Secrecy, State-Private Networks and Operational Effectiveness in Cold War Europe ERIC PULLIN Contemporary European History , Volume 25 , Special Issue 03 – European Integration , August 2016, pp 551–560 doi: 10.1017/S0960777316000291 (About doi) Published Online on 15th June 2016 Secrecy has unintended consequences. The release on 9 December 2014 of the US Senate Intelligence Committee's report on the torture of terrorism detainees focused public attention on the secret activities of the Central Intelligence Agency (CIA). Regrettably, lost amidst debate over justifying or condemning state-sponsored torture is a more basic concern, the issue of state secrecy, which underlies the discussion of how governments promote national ends. Only two days after the issuance of the Senate Intelligence Committee's report, the US House of Representatives adjourned without taking action on the Freedom of Information Act reform bill – despite receiving unanimous approval in both houses.
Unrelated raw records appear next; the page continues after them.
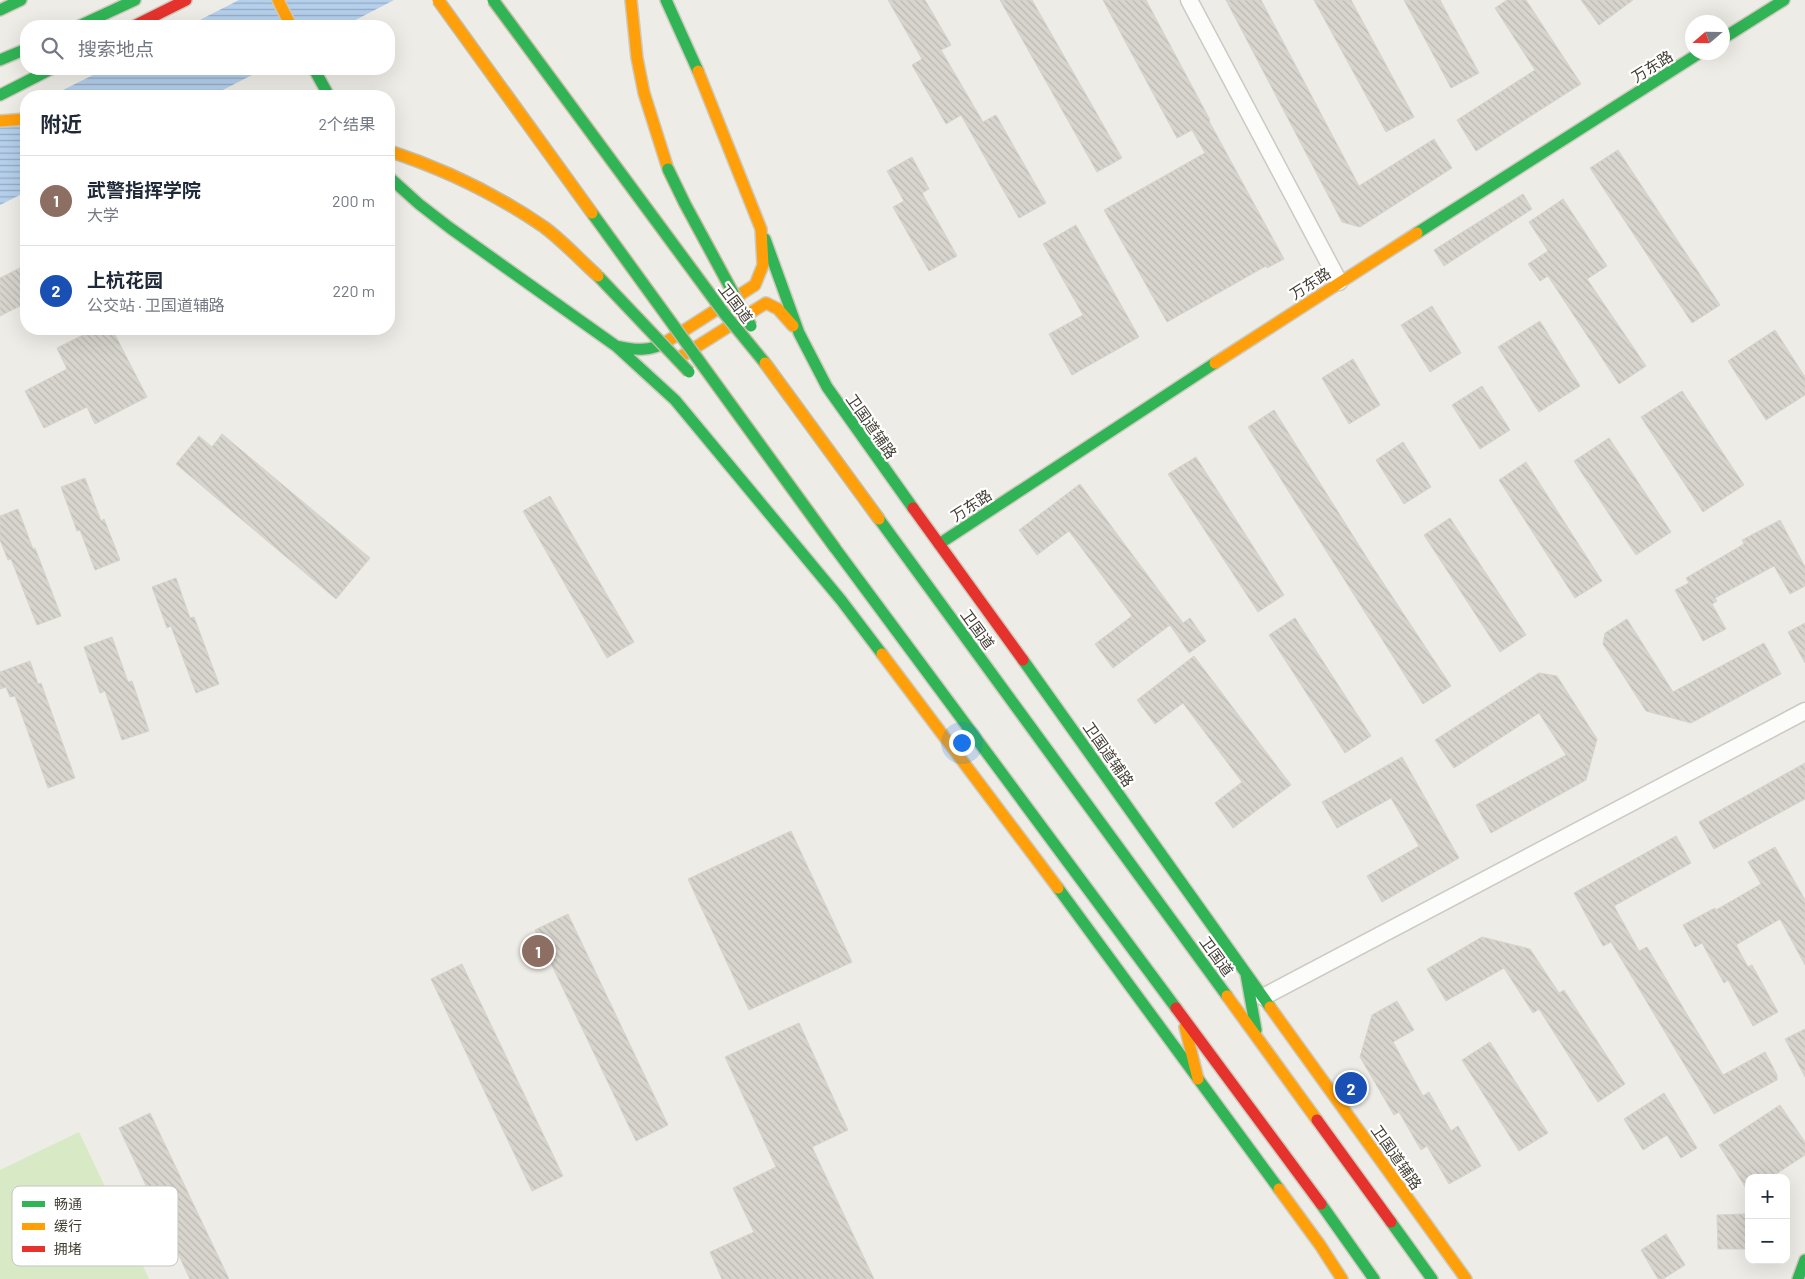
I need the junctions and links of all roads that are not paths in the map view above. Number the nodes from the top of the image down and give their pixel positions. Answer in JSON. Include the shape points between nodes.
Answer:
{"nodes":[{"id":1,"x":21,"y":0,"type":"edge"},
{"id":2,"x":135,"y":0,"type":"edge"},
{"id":3,"x":186,"y":0,"type":"edge"},
{"id":4,"x":278,"y":0,"type":"edge"},
{"id":5,"x":438,"y":0,"type":"edge"},
{"id":6,"x":493,"y":0,"type":"edge"},
{"id":7,"x":631,"y":0,"type":"edge"},
{"id":8,"x":666,"y":0,"type":"edge"},
{"id":9,"x":1190,"y":0,"type":"edge"},
{"id":10,"x":1784,"y":0,"type":"edge"},
{"id":11,"x":0,"y":10,"type":"edge"},
{"id":12,"x":92,"y":20,"type":"edge"},
{"id":13,"x":146,"y":20,"type":"edge"},
{"id":14,"x":288,"y":20,"type":"edge"},
{"id":15,"x":1730,"y":34,"type":"edge"},
{"id":16,"x":20,"y":52,"type":"edge"},
{"id":17,"x":0,"y":60,"type":"edge"},
{"id":18,"x":1688,"y":60,"type":"edge"},
{"id":19,"x":3,"y":72,"type":"edge"},
{"id":20,"x":40,"y":75,"type":"edge"},
{"id":21,"x":317,"y":75,"type":"edge"},
{"id":22,"x":22,"y":84,"type":"junction"},
{"id":23,"x":326,"y":90,"type":"edge"},
{"id":24,"x":0,"y":94,"type":"edge"},
{"id":25,"x":20,"y":119,"type":"edge"},
{"id":26,"x":0,"y":121,"type":"edge"},
{"id":27,"x":395,"y":153,"type":"edge"},
{"id":28,"x":395,"y":183,"type":"edge"},
{"id":29,"x":761,"y":229,"type":"junction"},
{"id":30,"x":1339,"y":282,"type":"junction"},
{"id":31,"x":799,"y":333,"type":"junction"},
{"id":32,"x":616,"y":346,"type":"junction"},
{"id":33,"x":672,"y":368,"type":"dead end"},
{"id":34,"x":776,"y":376,"type":"junction"},
{"id":35,"x":672,"y":383,"type":"dead end"},
{"id":36,"x":676,"y":400,"type":"junction"},
{"id":37,"x":766,"y":454,"type":"junction"},
{"id":38,"x":939,"y":544,"type":"junction"},
{"id":39,"x":1805,"y":711,"type":"edge"},
{"id":40,"x":1246,"y":974,"type":"junction"},
{"id":41,"x":1263,"y":998,"type":"junction"},
{"id":42,"x":1182,"y":1016,"type":"junction"},
{"id":43,"x":1257,"y":1036,"type":"junction"},
{"id":44,"x":1198,"y":1080,"type":"junction"},
{"id":45,"x":1246,"y":1101,"type":"junction"},
{"id":46,"x":1404,"y":1238,"type":"junction"},
{"id":47,"x":1805,"y":1260,"type":"edge"},
{"id":48,"x":1465,"y":1277,"type":"edge"},
{"id":49,"x":1342,"y":1279,"type":"edge"},
{"id":50,"x":1374,"y":1279,"type":"edge"},
{"id":51,"x":1432,"y":1279,"type":"edge"},
{"id":52,"x":1798,"y":1279,"type":"edge"}],
"edges":[{"from":1,"to":11,"type":"main road"},
{"from":2,"to":12,"type":"main road"},
{"from":3,"to":13,"type":"main road"},
{"from":4,"to":14,"type":"main road"},
{"from":5,"to":37,"type":"main road","bridge":true},
{"from":6,"to":34,"type":"main road","name":"卫国道","bridge":true,"via":[[707,290]]},
{"from":7,"to":34,"type":"main road","bridge":true,"via":[[644,93],[668,169]]},
{"from":8,"to":29,"type":"main road","via":[[691,52]]},
{"from":9,"to":30,"type":"street"},
{"from":10,"to":15,"type":"main road"},
{"from":16,"to":17,"type":"main road"},
{"from":18,"to":30,"type":"main road","name":"万东路"},
{"from":19,"to":22,"type":"main road"},
{"from":20,"to":22,"type":"main road"},
{"from":21,"to":23,"type":"main road"},
{"from":22,"to":24,"type":"main road"},
{"from":25,"to":26,"type":"main road"},
{"from":27,"to":37,"type":"main road","bridge":true,"via":[[426,163],[489,193],[545,228],[608,286]]},
{"from":28,"to":32,"type":"main road","via":[[503,267]]},
{"from":29,"to":31,"type":"main road","name":"卫国道辅路"},
{"from":29,"to":32,"type":"main road","via":[[763,263],[755,284],[659,348],[640,350]]},
{"from":30,"to":38,"type":"main road","name":"万东路"},
{"from":31,"to":33,"type":"main road","via":[[780,310],[766,303],[674,361]]},
{"from":31,"to":38,"type":"main road","name":"卫国道辅路","via":[[827,387]]},
{"from":32,"to":36,"type":"main road"},
{"from":34,"to":43,"type":"main road","name":"卫国道","bridge":true},
{"from":35,"to":36,"type":"main road"},
{"from":36,"to":44,"type":"main road","via":[[842,600]]},
{"from":37,"to":42,"type":"main road","bridge":true},
{"from":38,"to":40,"type":"main road","name":"卫国道辅路"},
{"from":39,"to":41,"type":"street"},
{"from":40,"to":41,"type":"main road","name":"卫国道辅路"},
{"from":40,"to":43,"type":"main road"},
{"from":41,"to":48,"type":"main road","name":"卫国道辅路"},
{"from":42,"to":44,"type":"main road"},
{"from":42,"to":45,"type":"main road"},
{"from":43,"to":46,"type":"main road","name":"卫国道"},
{"from":44,"to":45,"type":"main road"},
{"from":44,"to":49,"type":"main road"},
{"from":45,"to":50,"type":"main road","via":[[1327,1209]]},
{"from":46,"to":48,"type":"main road"},
{"from":46,"to":51,"type":"main road","name":"卫国道"},
{"from":47,"to":52,"type":"main road"}]}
This bill would not have required complete openness, but it would have eliminated many of the arbitrary mechanisms that enable the CIA and other governmental agencies to suppress requests for information. Although the House Republican leadership failed to put the act on the legislative calendar, the Obama administration's Department of Justice also deserves opprobrium for surreptitiously opposing the act behind the scenes. The US government's disregard for establishing reasonable rules of transparency virtually guarantees that the CIA will continue to suppress its records, and thus public scrutiny of its unchecked activities, for a very long time to come.